= Exercise directions =
When you write out the listing below, keep each word exactly as it stands and drop the pictures.
====
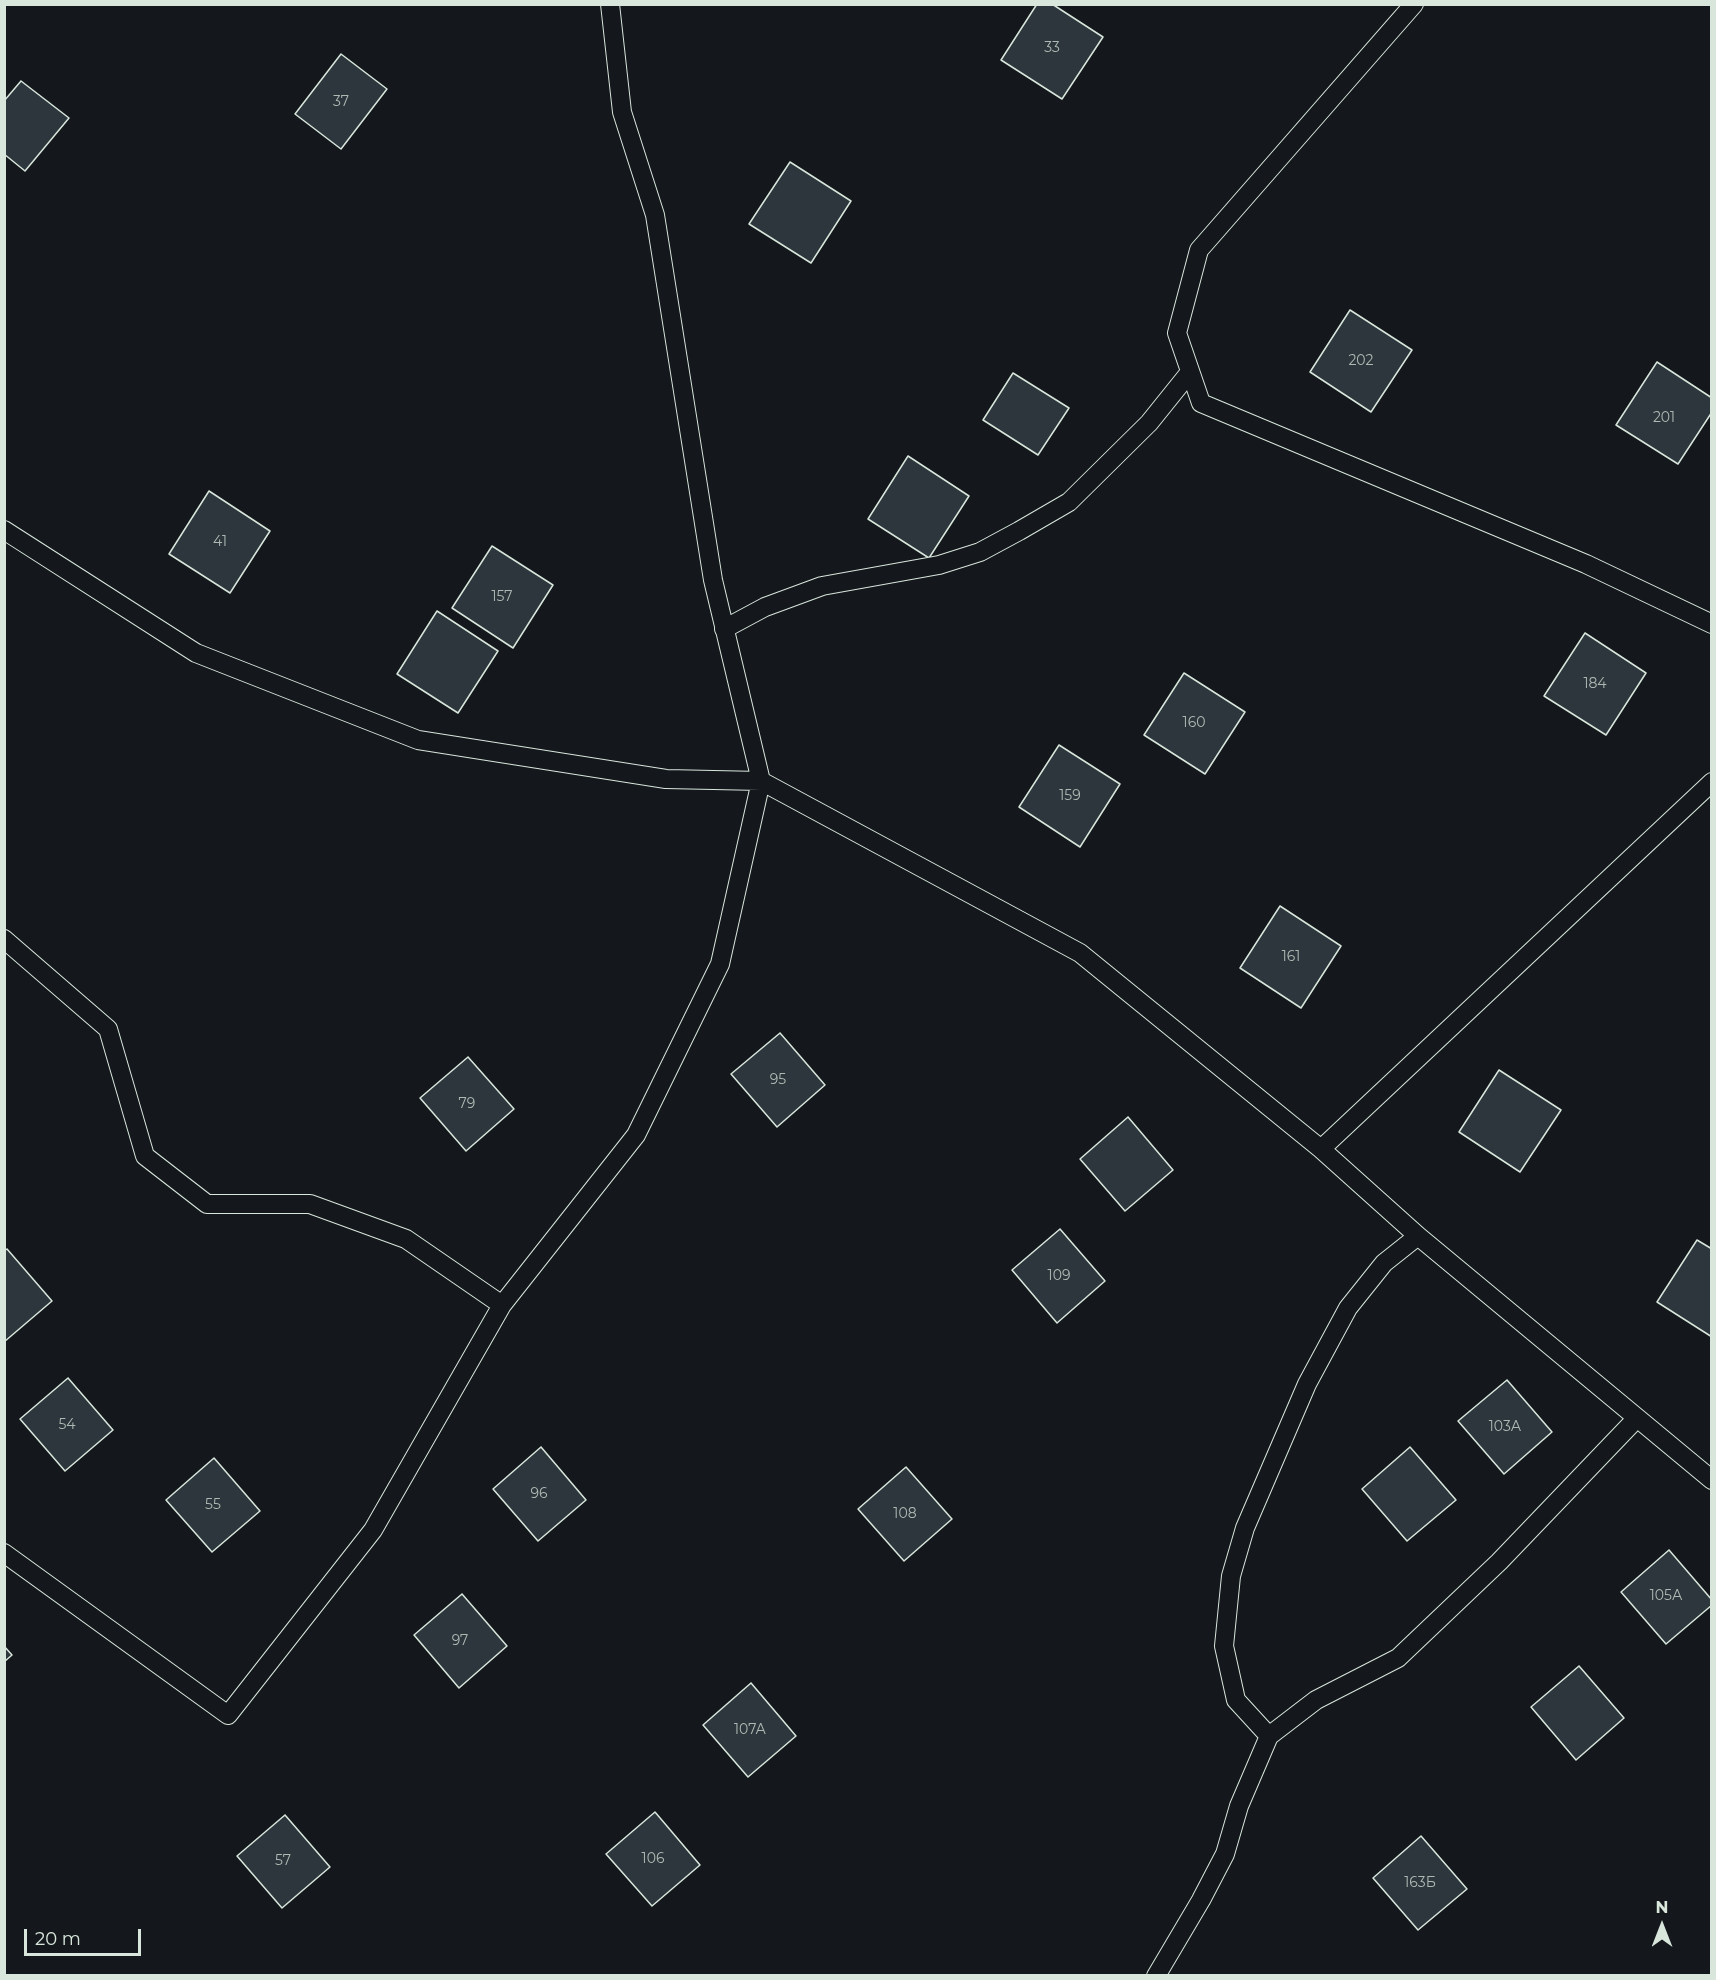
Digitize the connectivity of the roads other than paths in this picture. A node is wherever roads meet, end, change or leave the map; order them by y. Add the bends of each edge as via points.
1 (610, 4) edge
2 (1414, 4) edge
3 (1190, 372) junction
4 (4, 530) edge
5 (1712, 624) edge
6 (724, 629) junction
7 (761, 781) junction
8 (1712, 782) edge
9 (4, 939) edge
10 (1321, 1149) junction
11 (1418, 1236) junction
12 (502, 1305) junction
13 (1637, 1418) junction
14 (1712, 1480) edge
15 (4, 1553) edge
16 (1269, 1736) junction
17 (1156, 1976) edge

1 - 6 lane via 622,112 655,215 712,580
2 - 3 lane via 1199,250 1177,333
3 - 5 lane via 1201,403 1586,564
3 - 6 lane via 1149,423 1069,502 1019,531 980,552 939,565 822,586
4 - 7 lane via 196,653 418,740 666,779
6 - 7 lane
7 - 10 lane via 1080,953
7 - 12 lane via 720,964 705,996 636,1135
8 - 10 lane
9 - 12 lane via 108,1029 145,1156 207,1204 310,1204 406,1239
10 - 11 lane
11 - 13 lane
11 - 16 lane via 1384,1263 1348,1308 1307,1384 1245,1528 1231,1576 1224,1646 1236,1700
12 - 15 lane via 373,1530 228,1715
13 - 14 lane
13 - 16 lane via 1499,1562 1398,1658 1316,1700
16 - 17 lane via 1239,1806 1225,1854

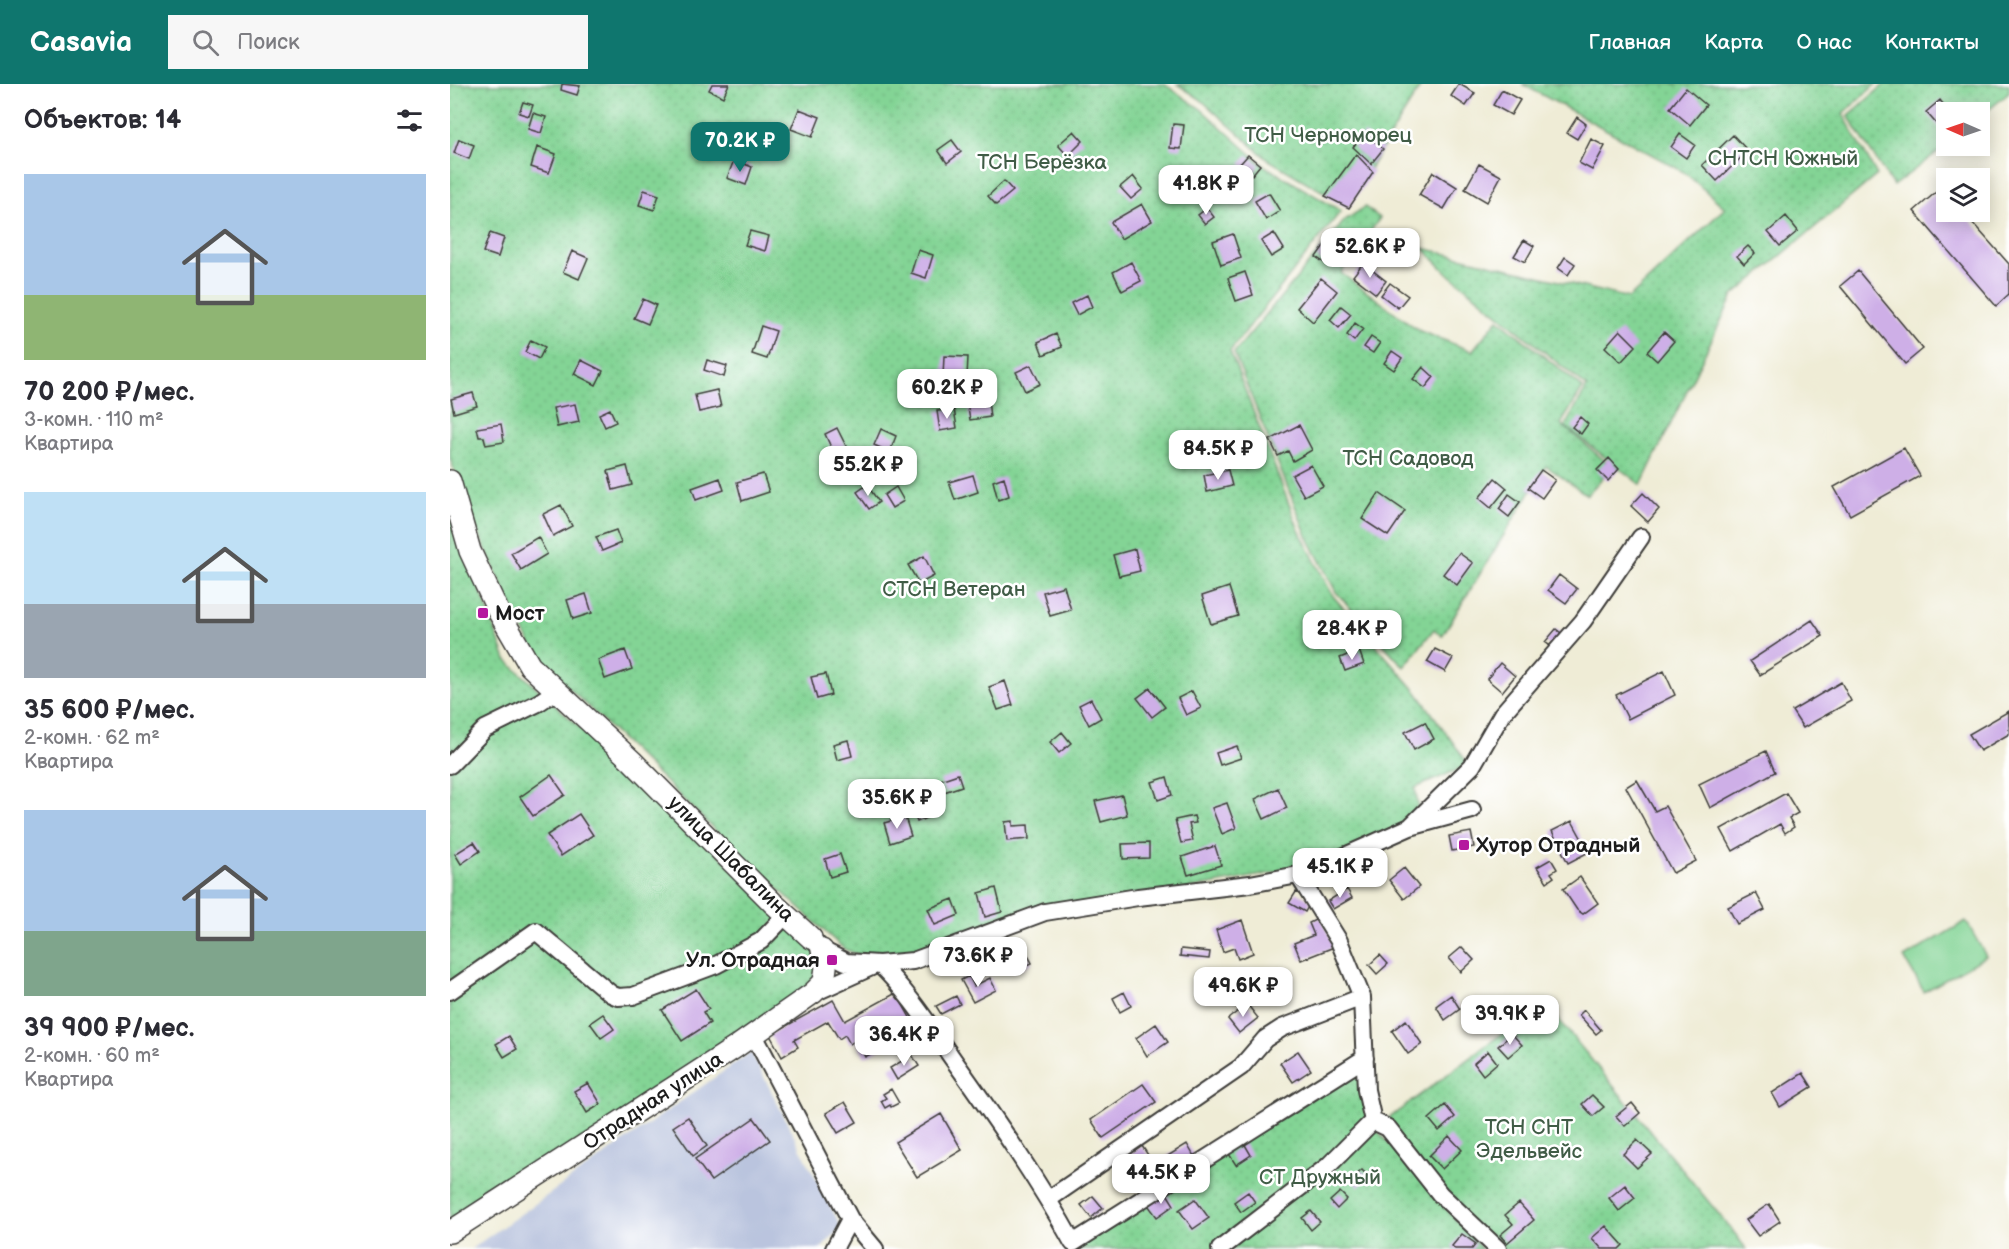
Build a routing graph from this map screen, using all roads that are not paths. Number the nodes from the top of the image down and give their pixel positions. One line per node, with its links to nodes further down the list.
1 (450, 481): 3 (main road, улица Шабалина)
2 (1641, 537): 6 (street)
3 (556, 692): 4 (street); 8 (main road, улица Шабалина)
4 (450, 765)
5 (1472, 810): 6 (street, улица Шабалина)
6 (1410, 827): 7 (street, улица Шабалина)
7 (1298, 875): 10 (street, улица Шабалина); 13 (street)
8 (786, 915): 9 (main road, улица Шабалина); 11 (street)
9 (817, 944): 10 (street, улица Шабалина); 12 (main road, Отрадная улица)
10 (879, 964): 12 (street); 17 (street)
11 (450, 991)
12 (813, 993): 14 (main road, Отрадная улица)
13 (1362, 997): 15 (street); 17 (street)
14 (754, 1035): 18 (street); 19 (main road, Отрадная улица)
15 (1365, 1058): 16 (street); 17 (street)
16 (1380, 1124): 22 (street); 23 (street)
17 (1049, 1200)
18 (850, 1219): 20 (street); 21 (street)
19 (450, 1232)
20 (834, 1249)
21 (875, 1249)
22 (1220, 1249)
23 (1498, 1249)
====
= Response to this exercise =
Digitize the connectivity of the roads other than paths in this picture. A node is wherever roads meet, end, change or leave the map; order them by y. Add the bends of each edge as via points.
1 (610, 4) edge
2 (1414, 4) edge
3 (1190, 372) junction
4 (4, 530) edge
5 (1712, 624) edge
6 (724, 629) junction
7 (761, 781) junction
8 (1712, 782) edge
9 (4, 939) edge
10 (1321, 1149) junction
11 (1418, 1236) junction
12 (502, 1305) junction
13 (1637, 1418) junction
14 (1712, 1480) edge
15 (4, 1553) edge
16 (1269, 1736) junction
17 (1156, 1976) edge

1 - 6 lane via 622,112 655,215 712,580
2 - 3 lane via 1199,250 1177,333
3 - 5 lane via 1201,403 1586,564
3 - 6 lane via 1149,423 1069,502 1019,531 980,552 939,565 822,586
4 - 7 lane via 196,653 418,740 666,779
6 - 7 lane
7 - 10 lane via 1080,953
7 - 12 lane via 720,964 705,996 636,1135
8 - 10 lane
9 - 12 lane via 108,1029 145,1156 207,1204 310,1204 406,1239
10 - 11 lane
11 - 13 lane
11 - 16 lane via 1384,1263 1348,1308 1307,1384 1245,1528 1231,1576 1224,1646 1236,1700
12 - 15 lane via 373,1530 228,1715
13 - 14 lane
13 - 16 lane via 1499,1562 1398,1658 1316,1700
16 - 17 lane via 1239,1806 1225,1854

Build a routing graph from this map screen, using all roads that are not paths. Number the nodes from the top of the image down and give their pixel positions. One line per node, with its links to nodes further down the list.
1 (450, 481): 3 (main road, улица Шабалина)
2 (1641, 537): 6 (street)
3 (556, 692): 4 (street); 8 (main road, улица Шабалина)
4 (450, 765)
5 (1472, 810): 6 (street, улица Шабалина)
6 (1410, 827): 7 (street, улица Шабалина)
7 (1298, 875): 10 (street, улица Шабалина); 13 (street)
8 (786, 915): 9 (main road, улица Шабалина); 11 (street)
9 (817, 944): 10 (street, улица Шабалина); 12 (main road, Отрадная улица)
10 (879, 964): 12 (street); 17 (street)
11 (450, 991)
12 (813, 993): 14 (main road, Отрадная улица)
13 (1362, 997): 15 (street); 17 (street)
14 (754, 1035): 18 (street); 19 (main road, Отрадная улица)
15 (1365, 1058): 16 (street); 17 (street)
16 (1380, 1124): 22 (street); 23 (street)
17 (1049, 1200)
18 (850, 1219): 20 (street); 21 (street)
19 (450, 1232)
20 (834, 1249)
21 (875, 1249)
22 (1220, 1249)
23 (1498, 1249)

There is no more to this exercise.